== Required action ==
Which lines of the entries hold the string "lane"? Copy each one.

(Stored data entries)
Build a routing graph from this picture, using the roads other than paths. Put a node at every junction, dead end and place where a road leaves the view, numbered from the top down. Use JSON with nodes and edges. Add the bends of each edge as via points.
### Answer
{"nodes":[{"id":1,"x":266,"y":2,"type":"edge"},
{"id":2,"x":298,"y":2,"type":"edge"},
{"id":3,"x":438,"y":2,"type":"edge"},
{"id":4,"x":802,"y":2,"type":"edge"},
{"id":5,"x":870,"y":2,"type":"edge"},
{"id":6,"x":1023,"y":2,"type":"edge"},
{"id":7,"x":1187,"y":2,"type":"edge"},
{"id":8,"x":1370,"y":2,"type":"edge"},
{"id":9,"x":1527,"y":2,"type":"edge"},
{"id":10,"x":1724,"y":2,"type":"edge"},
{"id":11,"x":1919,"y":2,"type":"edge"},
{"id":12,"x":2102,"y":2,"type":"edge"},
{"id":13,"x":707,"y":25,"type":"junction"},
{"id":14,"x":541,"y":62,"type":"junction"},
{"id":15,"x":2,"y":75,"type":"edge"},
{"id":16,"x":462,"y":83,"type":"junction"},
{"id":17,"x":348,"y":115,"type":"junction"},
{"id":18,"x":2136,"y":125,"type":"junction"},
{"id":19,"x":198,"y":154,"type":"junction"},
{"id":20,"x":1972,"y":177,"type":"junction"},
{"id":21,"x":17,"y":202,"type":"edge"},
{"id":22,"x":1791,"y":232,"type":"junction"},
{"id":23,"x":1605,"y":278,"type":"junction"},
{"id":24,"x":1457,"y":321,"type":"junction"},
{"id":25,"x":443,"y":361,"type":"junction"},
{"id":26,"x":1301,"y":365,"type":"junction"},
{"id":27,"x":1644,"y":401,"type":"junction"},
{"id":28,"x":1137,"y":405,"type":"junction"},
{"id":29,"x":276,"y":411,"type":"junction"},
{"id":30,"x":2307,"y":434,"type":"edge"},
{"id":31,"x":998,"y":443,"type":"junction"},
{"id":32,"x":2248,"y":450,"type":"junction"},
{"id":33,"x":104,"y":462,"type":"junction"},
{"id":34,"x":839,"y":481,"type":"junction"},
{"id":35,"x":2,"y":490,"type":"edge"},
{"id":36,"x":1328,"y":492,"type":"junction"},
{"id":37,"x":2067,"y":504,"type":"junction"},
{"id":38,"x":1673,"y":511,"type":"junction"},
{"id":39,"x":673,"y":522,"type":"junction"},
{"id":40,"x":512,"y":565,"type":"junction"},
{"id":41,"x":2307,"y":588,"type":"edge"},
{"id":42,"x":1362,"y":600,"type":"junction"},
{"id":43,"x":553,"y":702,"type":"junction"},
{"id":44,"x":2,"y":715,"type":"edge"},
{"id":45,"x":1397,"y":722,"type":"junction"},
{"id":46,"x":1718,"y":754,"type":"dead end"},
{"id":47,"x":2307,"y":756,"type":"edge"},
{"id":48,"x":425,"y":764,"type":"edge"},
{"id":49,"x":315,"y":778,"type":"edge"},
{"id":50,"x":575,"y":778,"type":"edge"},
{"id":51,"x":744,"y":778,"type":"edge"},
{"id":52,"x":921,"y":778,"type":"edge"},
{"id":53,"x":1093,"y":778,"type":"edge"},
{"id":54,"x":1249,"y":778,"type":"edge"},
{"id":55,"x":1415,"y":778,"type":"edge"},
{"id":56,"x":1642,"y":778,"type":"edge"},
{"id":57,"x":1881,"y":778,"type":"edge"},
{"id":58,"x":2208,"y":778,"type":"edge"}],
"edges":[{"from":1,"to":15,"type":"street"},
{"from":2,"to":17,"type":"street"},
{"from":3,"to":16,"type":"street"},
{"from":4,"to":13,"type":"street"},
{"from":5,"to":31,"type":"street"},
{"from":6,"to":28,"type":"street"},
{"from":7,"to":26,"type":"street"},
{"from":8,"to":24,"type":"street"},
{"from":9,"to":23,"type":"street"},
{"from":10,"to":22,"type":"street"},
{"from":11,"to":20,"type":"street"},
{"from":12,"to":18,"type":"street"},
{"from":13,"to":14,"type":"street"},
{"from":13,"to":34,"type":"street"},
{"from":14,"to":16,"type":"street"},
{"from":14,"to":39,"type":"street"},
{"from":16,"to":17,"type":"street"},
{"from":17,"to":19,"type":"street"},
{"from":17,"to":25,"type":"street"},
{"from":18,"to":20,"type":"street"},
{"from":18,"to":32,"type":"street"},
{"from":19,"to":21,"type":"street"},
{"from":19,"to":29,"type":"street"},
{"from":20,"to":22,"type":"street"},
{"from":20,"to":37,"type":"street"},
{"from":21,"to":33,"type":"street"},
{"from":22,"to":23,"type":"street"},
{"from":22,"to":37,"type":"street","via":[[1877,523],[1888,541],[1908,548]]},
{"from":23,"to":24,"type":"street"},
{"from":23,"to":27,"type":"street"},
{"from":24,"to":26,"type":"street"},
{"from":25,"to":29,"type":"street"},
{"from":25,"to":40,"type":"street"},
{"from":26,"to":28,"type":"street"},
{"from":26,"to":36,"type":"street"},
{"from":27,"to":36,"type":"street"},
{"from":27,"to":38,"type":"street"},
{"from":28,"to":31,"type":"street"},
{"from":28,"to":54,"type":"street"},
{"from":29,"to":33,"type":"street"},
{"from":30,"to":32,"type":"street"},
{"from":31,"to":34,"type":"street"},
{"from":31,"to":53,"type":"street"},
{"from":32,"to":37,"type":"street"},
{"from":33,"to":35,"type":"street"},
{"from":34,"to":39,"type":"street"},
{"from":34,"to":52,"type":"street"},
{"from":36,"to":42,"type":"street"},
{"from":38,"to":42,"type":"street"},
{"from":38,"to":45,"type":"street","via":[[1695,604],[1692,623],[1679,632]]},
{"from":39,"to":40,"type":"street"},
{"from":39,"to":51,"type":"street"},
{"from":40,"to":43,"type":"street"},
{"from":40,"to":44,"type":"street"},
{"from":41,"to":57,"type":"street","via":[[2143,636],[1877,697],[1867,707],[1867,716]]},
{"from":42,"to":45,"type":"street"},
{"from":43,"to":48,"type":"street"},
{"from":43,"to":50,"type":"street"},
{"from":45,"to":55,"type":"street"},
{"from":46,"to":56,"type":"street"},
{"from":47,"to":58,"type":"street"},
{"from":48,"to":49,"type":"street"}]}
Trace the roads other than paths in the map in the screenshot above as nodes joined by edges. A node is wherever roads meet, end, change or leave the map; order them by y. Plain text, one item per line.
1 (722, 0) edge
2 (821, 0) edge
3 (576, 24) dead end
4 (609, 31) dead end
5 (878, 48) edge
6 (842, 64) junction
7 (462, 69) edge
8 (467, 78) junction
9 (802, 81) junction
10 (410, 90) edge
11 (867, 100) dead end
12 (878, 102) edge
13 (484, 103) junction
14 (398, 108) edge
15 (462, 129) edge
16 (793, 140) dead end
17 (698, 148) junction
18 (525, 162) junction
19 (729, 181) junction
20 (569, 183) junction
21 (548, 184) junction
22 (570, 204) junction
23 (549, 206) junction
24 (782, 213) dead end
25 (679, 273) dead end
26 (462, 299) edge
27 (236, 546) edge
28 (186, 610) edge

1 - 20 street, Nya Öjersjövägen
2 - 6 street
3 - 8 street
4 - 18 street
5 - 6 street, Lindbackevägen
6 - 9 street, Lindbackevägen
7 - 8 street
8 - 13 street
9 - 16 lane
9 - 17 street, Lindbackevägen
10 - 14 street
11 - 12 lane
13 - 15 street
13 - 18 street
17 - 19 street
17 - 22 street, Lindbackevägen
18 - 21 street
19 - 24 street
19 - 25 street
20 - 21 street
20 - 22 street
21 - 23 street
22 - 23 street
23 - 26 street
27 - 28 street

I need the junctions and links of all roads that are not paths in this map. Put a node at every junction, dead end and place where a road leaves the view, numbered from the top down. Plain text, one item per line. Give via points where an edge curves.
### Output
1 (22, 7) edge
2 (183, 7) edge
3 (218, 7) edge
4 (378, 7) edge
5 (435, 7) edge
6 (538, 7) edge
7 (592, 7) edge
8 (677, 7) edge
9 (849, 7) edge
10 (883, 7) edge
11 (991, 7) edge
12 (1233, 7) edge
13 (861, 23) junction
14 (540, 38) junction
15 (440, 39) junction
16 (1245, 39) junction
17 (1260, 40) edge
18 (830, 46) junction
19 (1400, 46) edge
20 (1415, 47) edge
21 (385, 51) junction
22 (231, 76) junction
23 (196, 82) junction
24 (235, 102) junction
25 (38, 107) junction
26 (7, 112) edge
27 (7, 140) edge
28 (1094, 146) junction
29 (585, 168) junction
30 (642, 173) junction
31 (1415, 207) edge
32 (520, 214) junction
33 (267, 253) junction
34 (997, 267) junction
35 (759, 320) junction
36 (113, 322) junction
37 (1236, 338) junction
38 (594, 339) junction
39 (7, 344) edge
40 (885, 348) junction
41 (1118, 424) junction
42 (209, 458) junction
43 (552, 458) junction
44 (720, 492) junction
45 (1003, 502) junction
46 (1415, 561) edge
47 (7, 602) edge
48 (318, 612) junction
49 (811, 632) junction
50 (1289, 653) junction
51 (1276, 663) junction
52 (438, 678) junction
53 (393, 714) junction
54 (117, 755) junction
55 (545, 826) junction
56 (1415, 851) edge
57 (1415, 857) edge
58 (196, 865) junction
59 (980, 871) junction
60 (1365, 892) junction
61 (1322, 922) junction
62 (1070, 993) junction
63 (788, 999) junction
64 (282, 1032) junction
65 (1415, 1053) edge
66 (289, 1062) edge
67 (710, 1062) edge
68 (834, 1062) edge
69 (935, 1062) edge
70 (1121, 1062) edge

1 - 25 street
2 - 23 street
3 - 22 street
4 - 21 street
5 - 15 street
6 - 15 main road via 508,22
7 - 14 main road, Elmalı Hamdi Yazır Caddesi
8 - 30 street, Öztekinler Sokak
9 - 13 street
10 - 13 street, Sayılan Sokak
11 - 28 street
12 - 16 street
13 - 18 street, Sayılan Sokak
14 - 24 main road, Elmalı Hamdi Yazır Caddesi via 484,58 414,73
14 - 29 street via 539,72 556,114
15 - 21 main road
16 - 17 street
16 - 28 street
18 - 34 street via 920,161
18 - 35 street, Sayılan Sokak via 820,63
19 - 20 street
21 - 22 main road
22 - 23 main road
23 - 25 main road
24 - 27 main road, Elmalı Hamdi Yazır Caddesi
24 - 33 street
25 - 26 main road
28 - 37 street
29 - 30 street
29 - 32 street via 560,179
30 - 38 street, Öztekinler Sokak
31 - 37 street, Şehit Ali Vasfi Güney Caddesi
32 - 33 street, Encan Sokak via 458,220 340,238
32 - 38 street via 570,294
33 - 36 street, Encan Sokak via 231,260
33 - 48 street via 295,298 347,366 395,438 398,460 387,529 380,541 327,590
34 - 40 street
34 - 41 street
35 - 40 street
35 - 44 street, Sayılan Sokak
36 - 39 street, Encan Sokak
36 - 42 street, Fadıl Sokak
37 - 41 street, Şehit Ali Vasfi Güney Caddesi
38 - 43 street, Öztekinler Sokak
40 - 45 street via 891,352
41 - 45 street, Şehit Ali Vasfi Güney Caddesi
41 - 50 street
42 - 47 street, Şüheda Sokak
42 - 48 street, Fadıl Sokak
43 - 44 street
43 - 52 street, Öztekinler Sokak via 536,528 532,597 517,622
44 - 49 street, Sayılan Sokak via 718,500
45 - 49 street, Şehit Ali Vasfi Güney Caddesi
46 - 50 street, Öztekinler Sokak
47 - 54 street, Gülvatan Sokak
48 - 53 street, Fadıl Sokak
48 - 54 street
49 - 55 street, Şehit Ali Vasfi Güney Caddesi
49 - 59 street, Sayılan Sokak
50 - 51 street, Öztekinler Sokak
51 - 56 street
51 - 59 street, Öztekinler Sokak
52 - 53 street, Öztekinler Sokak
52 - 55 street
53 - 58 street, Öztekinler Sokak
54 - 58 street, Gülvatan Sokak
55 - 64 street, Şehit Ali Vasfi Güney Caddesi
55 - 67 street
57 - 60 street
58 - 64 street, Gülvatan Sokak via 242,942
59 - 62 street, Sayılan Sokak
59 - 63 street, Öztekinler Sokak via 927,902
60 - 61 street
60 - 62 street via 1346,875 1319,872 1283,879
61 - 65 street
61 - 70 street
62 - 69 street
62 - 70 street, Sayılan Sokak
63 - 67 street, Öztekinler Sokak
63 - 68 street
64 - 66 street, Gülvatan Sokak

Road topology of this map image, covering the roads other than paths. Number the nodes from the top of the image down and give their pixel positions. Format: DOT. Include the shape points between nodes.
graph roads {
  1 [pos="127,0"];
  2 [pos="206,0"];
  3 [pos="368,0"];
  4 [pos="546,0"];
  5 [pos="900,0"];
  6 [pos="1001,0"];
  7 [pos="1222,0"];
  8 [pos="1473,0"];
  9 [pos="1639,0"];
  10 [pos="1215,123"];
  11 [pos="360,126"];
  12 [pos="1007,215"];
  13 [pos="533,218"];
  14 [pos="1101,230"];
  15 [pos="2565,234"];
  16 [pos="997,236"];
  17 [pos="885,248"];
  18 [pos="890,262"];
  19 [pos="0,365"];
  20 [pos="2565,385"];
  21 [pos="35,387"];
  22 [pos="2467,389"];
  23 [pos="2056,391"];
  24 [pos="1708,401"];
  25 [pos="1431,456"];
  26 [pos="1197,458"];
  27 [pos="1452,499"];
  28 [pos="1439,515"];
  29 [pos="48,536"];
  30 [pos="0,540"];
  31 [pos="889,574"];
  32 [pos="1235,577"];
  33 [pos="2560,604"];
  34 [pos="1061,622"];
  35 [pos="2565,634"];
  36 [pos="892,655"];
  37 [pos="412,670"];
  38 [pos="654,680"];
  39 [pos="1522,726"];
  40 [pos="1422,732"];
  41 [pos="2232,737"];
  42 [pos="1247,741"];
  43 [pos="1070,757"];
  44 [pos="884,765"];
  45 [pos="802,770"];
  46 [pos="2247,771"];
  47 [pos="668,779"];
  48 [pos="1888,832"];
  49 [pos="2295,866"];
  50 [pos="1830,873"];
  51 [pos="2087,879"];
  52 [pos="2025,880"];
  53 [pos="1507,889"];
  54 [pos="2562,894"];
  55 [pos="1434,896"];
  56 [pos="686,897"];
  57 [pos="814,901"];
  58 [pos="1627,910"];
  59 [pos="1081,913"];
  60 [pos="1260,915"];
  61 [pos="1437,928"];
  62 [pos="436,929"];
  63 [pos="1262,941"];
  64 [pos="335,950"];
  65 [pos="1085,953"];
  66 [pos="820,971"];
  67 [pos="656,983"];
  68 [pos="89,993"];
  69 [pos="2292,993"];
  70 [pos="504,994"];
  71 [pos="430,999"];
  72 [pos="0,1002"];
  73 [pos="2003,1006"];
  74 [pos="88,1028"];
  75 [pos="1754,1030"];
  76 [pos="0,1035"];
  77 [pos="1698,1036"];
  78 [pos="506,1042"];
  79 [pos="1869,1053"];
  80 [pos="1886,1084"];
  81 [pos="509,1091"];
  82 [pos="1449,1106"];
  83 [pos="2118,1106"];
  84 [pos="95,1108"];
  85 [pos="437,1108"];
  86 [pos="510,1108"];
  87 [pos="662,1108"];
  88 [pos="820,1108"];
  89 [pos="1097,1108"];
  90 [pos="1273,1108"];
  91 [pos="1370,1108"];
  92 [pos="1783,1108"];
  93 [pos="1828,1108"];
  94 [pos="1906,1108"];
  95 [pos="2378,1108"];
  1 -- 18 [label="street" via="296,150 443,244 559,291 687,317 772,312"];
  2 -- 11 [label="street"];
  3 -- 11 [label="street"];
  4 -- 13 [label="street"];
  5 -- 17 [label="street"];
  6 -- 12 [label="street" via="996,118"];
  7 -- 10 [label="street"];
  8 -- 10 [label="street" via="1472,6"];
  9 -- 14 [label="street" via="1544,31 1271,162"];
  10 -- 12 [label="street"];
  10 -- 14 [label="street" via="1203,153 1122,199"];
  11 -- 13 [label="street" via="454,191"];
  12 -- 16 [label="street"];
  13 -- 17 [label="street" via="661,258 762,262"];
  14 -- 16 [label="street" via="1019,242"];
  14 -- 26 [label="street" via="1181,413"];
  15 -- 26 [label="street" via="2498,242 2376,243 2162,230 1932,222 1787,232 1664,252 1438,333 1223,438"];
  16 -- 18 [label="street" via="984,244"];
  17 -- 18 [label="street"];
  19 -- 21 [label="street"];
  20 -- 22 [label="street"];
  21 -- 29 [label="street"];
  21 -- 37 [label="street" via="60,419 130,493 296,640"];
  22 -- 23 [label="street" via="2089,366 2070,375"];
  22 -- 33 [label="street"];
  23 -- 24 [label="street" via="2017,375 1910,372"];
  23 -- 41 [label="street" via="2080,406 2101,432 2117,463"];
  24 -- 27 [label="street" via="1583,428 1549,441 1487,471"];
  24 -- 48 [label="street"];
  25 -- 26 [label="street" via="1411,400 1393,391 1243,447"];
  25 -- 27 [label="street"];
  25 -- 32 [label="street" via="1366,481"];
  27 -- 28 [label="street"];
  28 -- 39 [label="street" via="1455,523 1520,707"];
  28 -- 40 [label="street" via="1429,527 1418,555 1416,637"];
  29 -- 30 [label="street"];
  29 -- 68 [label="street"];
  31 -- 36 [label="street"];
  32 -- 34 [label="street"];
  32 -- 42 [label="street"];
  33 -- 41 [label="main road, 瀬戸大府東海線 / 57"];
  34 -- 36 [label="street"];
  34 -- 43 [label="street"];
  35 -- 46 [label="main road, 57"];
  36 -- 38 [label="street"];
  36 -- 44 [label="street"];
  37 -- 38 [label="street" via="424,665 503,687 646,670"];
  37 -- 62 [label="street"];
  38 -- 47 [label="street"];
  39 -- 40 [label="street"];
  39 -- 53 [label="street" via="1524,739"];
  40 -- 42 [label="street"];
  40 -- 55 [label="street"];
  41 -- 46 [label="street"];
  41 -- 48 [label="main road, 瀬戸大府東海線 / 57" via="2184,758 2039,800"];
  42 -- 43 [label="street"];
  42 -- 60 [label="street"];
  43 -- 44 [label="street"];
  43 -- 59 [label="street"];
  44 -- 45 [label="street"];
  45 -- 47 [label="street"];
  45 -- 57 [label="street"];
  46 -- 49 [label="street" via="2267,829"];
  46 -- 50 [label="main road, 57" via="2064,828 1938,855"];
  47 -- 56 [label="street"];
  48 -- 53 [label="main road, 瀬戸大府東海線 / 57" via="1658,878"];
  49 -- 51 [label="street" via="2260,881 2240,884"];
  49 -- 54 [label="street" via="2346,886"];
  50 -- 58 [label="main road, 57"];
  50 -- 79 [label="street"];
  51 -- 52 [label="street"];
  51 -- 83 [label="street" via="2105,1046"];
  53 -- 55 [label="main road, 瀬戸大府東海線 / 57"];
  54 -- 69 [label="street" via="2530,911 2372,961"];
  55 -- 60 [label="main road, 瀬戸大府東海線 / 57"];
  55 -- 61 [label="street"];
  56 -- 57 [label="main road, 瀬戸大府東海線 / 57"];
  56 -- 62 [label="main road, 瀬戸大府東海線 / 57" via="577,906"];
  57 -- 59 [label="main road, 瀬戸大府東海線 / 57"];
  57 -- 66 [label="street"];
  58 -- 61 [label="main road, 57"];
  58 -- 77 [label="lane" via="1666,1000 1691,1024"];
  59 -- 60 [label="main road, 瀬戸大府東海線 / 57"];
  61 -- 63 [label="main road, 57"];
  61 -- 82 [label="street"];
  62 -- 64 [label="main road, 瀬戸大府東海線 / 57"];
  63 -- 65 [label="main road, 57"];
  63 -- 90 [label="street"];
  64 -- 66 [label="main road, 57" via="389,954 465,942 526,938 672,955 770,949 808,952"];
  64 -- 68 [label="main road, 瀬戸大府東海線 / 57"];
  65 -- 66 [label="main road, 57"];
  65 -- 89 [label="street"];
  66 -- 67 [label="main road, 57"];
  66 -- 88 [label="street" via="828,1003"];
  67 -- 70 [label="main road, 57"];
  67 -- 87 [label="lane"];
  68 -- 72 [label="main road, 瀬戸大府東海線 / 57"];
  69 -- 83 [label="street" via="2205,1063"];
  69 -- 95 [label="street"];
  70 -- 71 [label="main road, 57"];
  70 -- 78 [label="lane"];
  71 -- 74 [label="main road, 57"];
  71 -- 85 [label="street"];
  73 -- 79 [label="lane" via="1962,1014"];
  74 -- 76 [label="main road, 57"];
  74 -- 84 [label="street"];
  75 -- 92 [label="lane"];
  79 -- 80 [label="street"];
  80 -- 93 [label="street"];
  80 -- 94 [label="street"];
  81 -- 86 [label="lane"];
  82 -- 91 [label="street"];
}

== Exercise output ==
9 - 16 lane
11 - 12 lane
  58 -- 77 [label="lane" via="1666,1000 1691,1024"];
  67 -- 87 [label="lane"];
  70 -- 78 [label="lane"];
  73 -- 79 [label="lane" via="1962,1014"];
  75 -- 92 [label="lane"];
  81 -- 86 [label="lane"];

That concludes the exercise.